# Ariat Mudbuster Wellies.  -Are they any good?



## DollyDolls (14 September 2008)

Currently have hunters &amp; always had hunters.  I know my current wellies only have about another 6months max wear left in them, and as my grannie is already asking about xmas, I thinking about asking for a new pair.

However seeing them recently I noted that the quality is awful &amp; would never last 2months let alone 2yrs.  Hence why I want some market research on the Ariats.

-Any opinions?


----------



## jen1 (14 September 2008)

I got a pair off ebay a couple of months ago, just started wearing them yesterday as my old cheapie boots finally gave up the ghost and I was getting a very wet right foot!
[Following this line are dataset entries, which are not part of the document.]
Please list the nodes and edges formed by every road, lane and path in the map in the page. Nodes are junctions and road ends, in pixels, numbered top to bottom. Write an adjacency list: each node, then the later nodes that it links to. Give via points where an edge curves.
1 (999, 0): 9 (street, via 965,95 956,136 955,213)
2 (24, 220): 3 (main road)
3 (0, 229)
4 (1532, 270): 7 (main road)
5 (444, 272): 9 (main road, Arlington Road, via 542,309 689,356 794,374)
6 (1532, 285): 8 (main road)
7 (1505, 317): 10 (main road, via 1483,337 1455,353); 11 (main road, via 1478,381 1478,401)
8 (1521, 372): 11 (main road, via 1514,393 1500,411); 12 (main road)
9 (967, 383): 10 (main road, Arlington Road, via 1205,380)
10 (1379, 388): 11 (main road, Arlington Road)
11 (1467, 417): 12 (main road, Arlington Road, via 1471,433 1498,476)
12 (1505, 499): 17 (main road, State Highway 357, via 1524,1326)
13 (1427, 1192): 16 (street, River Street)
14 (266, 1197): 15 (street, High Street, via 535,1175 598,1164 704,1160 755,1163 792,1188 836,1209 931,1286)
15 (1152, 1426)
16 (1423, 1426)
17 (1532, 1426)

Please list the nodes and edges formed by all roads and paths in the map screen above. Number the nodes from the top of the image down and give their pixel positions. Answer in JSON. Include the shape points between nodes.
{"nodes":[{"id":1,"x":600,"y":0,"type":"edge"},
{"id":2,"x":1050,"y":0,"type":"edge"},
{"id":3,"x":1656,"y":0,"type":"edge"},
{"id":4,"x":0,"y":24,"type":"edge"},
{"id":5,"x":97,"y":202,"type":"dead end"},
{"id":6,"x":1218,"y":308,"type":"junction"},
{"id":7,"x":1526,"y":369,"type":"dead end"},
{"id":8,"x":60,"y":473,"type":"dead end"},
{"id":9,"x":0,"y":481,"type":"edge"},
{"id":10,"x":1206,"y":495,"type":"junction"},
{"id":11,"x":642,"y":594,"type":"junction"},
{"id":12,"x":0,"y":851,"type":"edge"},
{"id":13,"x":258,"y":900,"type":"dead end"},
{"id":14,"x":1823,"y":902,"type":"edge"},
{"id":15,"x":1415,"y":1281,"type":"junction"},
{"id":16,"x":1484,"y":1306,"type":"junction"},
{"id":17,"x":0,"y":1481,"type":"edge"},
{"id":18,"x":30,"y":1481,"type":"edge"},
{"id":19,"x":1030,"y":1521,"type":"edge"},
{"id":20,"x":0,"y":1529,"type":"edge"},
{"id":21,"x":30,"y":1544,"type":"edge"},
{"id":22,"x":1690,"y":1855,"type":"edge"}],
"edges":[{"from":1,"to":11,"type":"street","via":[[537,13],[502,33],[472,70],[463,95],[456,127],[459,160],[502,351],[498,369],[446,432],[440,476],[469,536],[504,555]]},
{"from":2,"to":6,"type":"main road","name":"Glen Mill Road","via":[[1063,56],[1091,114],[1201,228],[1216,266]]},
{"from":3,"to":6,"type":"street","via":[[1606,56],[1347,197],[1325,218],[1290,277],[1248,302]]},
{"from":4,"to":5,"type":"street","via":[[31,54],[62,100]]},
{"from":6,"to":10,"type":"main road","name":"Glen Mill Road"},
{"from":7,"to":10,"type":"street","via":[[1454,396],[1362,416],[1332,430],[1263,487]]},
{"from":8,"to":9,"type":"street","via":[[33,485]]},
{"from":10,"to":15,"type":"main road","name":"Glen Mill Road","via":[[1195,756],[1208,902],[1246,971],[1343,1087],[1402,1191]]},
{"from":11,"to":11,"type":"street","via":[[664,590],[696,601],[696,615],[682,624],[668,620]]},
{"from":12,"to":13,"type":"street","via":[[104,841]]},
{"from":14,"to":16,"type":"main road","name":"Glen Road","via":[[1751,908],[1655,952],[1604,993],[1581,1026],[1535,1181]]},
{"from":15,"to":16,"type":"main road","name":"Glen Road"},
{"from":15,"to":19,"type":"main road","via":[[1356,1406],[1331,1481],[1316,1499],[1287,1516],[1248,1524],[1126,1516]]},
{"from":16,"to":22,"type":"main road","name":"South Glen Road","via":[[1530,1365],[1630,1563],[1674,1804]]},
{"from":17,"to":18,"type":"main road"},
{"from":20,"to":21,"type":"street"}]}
All I can say so far though is that they are really comfortable and seem very well made. Not sure how they compare with Hunters as never had them but I have also heard that Hunters are now not very good so may be worth giving the Ariats a go. Also Ariat have very good customer service so if they do go wrong I think they would be extremely helpful!


----------



## Joss (14 September 2008)

I got fed up with Hunters lasting me less than a year so I got a pair of Ariat wellies at Badminton this year.  So far i really like them.  They are chunkier than Hunters &amp; therefore a little heavier.  Hopefully this means they will last a while.  Basically so far so good! At the mo I would definitely recommend them.


----------



## Bess (14 September 2008)

I've got a pair and I like them, they are comfy to wear with the Ariat sole inside, they feel much more supportive than Hunters and the sole on the bottom gives better grip and doesn't wear out as much.   I've had mine since last winter.


----------



## scotsmare (14 September 2008)

I love mine


----------



## DollyDolls (14 September 2008)

Oohhh, I need to try a pair on then.  It'll be hard as I just find the hunters to be the most perfect fit.  Fingers crossed my feet approve!


----------



## chriscrogul (17 September 2008)

My first pair of (lady) hunters lasted me eight years of constant use until my calves expanded drasticaly during/after pregnancy, couldn't cope with the strain!  Every subsequent pair has given up after a couple of months, so I'd be interested to hear from any one with Ariat wellies!


----------



## bennsboy (23 September 2008)

Love tha Ariats have hammered mine this 'summer' can were them all day feet and legs never ache


----------



## brightmount (24 September 2008)

Took my daughter welly shopping today and she tried on the Ariats but they are wide in the foot so they were no good for her, she got Toggi instead. This is just a bit of info for your market research! The Ariats do look nice though.


----------